- Exercise directions:
Count the lines of the data that have the word "paths", then report the number without anything else.

- Given entries:

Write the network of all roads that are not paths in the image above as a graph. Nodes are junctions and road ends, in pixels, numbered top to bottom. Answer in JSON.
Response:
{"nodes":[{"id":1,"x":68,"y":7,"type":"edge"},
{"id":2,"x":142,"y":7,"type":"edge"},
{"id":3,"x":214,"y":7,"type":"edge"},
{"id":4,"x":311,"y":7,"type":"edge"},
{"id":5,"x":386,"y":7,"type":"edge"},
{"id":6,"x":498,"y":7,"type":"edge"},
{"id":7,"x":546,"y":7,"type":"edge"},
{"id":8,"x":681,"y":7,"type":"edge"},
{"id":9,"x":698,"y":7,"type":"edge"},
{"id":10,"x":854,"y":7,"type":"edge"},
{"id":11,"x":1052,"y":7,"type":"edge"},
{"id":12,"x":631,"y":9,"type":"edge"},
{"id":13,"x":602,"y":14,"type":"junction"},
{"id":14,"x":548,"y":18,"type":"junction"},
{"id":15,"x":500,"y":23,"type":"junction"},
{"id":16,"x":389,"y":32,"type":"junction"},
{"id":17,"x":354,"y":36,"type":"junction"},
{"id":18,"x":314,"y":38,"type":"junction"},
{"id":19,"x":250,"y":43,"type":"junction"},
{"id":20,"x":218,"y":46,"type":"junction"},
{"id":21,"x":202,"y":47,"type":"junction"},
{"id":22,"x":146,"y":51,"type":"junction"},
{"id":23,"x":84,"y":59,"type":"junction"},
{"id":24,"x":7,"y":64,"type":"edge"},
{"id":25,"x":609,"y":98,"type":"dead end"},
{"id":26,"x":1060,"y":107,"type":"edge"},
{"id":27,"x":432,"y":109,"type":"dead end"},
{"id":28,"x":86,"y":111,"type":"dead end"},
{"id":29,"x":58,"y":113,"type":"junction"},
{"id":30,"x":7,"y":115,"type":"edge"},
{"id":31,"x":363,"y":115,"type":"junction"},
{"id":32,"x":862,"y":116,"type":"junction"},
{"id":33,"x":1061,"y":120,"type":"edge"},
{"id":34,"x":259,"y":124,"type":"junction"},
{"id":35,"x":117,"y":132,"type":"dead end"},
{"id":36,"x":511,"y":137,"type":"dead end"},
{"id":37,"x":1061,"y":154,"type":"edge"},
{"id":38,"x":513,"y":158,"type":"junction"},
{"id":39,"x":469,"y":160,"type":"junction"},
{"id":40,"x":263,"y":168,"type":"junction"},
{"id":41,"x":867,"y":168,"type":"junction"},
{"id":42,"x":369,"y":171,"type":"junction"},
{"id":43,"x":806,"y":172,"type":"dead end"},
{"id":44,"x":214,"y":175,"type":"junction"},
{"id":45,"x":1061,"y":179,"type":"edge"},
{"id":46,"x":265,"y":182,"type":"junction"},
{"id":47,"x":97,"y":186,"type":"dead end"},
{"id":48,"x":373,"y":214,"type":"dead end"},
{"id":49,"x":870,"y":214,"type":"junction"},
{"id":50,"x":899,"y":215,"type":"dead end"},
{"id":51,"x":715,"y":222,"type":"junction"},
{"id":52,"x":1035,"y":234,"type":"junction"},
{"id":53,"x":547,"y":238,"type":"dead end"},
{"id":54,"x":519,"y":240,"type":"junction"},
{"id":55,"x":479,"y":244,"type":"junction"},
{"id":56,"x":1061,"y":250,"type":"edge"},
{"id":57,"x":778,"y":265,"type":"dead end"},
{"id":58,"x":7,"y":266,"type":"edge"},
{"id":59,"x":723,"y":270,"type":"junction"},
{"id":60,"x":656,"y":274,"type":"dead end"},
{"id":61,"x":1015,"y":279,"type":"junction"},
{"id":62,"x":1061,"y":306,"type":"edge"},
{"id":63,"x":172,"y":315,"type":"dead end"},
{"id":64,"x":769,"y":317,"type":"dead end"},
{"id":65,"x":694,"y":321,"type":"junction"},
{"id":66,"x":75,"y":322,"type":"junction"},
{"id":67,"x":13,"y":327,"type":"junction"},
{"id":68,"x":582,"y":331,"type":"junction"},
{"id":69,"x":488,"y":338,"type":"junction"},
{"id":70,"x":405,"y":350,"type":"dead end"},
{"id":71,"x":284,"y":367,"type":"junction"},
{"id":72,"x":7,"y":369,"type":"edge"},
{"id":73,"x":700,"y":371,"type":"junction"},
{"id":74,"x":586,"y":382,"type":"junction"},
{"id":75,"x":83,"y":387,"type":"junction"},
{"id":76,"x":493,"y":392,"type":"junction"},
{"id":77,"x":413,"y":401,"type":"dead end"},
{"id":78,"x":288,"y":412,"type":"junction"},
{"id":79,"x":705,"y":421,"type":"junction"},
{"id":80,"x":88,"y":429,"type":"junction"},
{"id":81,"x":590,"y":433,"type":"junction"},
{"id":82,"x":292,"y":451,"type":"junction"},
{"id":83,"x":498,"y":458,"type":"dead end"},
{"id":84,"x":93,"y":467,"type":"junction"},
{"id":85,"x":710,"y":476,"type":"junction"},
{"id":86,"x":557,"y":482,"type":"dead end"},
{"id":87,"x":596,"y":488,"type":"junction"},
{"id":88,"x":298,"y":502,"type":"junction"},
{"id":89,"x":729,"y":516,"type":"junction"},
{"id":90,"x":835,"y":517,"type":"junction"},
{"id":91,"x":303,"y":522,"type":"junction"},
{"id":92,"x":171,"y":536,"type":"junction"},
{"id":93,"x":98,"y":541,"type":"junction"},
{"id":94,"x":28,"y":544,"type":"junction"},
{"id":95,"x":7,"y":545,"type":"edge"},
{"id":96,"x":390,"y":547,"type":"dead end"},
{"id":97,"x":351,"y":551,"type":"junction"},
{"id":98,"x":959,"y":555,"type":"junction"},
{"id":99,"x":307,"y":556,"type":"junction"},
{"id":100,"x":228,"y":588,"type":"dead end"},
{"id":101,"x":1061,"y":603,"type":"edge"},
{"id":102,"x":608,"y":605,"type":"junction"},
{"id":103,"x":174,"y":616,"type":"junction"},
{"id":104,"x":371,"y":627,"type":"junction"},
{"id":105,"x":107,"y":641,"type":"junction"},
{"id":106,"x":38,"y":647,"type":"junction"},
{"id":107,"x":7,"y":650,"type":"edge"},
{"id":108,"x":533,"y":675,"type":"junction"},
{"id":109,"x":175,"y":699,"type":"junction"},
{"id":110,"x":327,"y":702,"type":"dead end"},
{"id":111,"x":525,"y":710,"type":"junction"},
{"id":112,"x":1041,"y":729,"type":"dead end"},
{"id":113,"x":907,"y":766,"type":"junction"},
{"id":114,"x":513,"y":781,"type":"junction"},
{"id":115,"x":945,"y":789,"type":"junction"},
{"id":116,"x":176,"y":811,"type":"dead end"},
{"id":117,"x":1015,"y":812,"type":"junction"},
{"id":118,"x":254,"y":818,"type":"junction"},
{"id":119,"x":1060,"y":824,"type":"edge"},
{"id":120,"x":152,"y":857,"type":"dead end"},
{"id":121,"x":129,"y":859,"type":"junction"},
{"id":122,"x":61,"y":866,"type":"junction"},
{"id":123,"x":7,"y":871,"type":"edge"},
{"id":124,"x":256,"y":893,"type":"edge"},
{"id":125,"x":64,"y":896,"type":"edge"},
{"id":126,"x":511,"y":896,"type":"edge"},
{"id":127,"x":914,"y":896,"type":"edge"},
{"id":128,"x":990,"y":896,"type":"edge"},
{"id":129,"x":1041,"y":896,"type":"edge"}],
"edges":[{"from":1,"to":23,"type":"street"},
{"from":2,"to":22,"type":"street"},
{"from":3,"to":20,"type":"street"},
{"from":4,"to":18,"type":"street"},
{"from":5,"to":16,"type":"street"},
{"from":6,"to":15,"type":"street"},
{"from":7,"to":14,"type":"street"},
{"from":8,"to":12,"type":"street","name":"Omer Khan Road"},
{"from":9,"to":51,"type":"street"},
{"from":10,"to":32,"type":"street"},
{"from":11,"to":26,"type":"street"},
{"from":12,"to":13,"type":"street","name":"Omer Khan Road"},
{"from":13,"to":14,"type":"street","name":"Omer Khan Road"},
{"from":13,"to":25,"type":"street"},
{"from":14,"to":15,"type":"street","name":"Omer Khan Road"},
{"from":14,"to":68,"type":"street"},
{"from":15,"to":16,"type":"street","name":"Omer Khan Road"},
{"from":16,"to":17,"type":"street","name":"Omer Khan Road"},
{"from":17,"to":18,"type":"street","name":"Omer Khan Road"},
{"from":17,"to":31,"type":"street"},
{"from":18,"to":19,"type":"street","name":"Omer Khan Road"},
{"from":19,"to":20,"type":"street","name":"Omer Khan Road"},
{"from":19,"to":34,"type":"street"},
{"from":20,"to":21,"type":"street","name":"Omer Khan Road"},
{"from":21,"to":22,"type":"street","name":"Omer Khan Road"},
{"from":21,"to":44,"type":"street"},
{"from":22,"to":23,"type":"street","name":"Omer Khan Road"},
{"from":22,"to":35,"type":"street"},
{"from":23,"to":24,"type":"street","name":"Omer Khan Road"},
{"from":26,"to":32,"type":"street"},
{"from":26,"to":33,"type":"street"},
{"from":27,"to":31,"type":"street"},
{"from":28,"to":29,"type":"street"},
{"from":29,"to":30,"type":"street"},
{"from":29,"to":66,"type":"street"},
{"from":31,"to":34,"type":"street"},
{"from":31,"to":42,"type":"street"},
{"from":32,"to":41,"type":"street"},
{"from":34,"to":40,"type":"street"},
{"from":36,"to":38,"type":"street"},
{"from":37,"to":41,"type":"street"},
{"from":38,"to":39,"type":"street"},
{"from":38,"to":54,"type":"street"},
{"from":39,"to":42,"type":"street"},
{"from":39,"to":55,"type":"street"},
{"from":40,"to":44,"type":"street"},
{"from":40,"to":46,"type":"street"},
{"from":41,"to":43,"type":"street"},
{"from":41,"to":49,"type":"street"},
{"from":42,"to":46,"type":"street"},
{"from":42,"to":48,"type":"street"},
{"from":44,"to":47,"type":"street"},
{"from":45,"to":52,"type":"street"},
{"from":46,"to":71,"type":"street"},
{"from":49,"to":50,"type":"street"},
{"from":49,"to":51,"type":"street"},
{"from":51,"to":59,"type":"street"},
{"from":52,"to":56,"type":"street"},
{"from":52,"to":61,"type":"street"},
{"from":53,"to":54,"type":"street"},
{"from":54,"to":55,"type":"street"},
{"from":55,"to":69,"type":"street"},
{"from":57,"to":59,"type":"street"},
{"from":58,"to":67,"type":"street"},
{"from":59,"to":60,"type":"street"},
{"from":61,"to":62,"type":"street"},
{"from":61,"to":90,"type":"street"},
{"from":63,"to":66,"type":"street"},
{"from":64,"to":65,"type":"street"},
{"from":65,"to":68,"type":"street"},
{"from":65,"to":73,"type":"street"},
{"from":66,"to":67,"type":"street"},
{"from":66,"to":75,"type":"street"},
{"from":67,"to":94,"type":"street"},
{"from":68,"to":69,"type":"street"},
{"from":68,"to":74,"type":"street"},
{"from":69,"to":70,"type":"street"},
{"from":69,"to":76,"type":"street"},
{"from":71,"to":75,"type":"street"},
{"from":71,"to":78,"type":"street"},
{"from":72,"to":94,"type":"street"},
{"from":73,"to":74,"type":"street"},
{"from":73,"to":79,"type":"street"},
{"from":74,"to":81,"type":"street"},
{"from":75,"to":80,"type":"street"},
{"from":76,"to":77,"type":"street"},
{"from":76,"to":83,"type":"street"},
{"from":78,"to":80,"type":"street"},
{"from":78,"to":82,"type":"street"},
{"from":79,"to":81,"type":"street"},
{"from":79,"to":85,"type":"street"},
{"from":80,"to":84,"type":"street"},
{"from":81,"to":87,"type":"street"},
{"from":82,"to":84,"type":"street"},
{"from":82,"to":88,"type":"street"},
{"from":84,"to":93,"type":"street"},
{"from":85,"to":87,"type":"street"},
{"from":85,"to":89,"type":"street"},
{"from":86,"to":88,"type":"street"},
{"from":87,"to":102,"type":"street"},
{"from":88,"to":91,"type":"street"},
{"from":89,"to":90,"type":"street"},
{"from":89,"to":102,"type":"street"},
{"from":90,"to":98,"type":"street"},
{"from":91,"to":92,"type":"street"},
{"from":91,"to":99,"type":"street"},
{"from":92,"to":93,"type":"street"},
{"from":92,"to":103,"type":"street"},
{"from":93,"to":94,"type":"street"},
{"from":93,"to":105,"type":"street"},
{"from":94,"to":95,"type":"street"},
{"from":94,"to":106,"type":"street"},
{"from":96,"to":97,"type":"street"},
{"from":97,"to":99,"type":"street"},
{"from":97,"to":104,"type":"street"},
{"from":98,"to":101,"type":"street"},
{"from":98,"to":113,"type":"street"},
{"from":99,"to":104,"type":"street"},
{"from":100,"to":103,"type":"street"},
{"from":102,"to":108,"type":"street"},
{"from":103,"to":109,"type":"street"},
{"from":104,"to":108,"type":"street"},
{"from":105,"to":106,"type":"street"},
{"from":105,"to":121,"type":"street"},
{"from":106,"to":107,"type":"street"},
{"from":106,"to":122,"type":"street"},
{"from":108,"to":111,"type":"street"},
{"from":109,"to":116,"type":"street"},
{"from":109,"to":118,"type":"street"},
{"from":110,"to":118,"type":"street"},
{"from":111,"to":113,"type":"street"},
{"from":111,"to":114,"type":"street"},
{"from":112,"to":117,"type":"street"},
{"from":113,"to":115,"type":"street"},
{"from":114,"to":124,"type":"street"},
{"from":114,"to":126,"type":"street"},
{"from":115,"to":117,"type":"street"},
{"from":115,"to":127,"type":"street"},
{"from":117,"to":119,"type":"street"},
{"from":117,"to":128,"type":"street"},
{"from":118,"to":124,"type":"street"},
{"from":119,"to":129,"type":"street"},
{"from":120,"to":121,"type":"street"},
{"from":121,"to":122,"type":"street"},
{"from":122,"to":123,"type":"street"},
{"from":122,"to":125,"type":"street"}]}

---

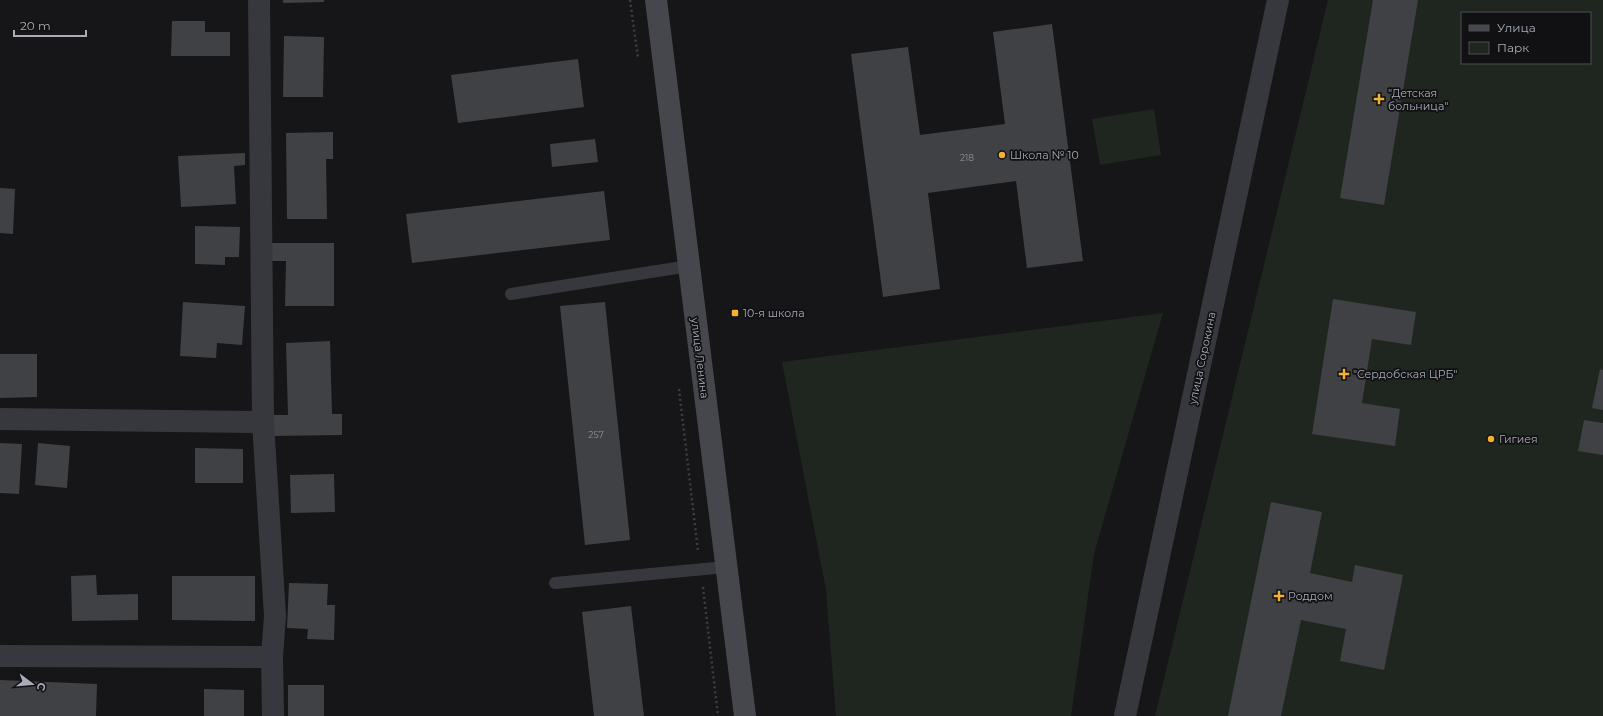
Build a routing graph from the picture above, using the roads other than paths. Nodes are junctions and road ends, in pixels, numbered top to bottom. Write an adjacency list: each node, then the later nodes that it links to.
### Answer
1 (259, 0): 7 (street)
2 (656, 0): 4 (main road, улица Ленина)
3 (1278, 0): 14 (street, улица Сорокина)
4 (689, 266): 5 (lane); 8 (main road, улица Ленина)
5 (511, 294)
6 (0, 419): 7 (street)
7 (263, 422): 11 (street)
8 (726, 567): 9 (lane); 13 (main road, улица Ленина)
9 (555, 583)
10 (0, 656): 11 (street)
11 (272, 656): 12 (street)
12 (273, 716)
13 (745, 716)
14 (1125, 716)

- Task output:
2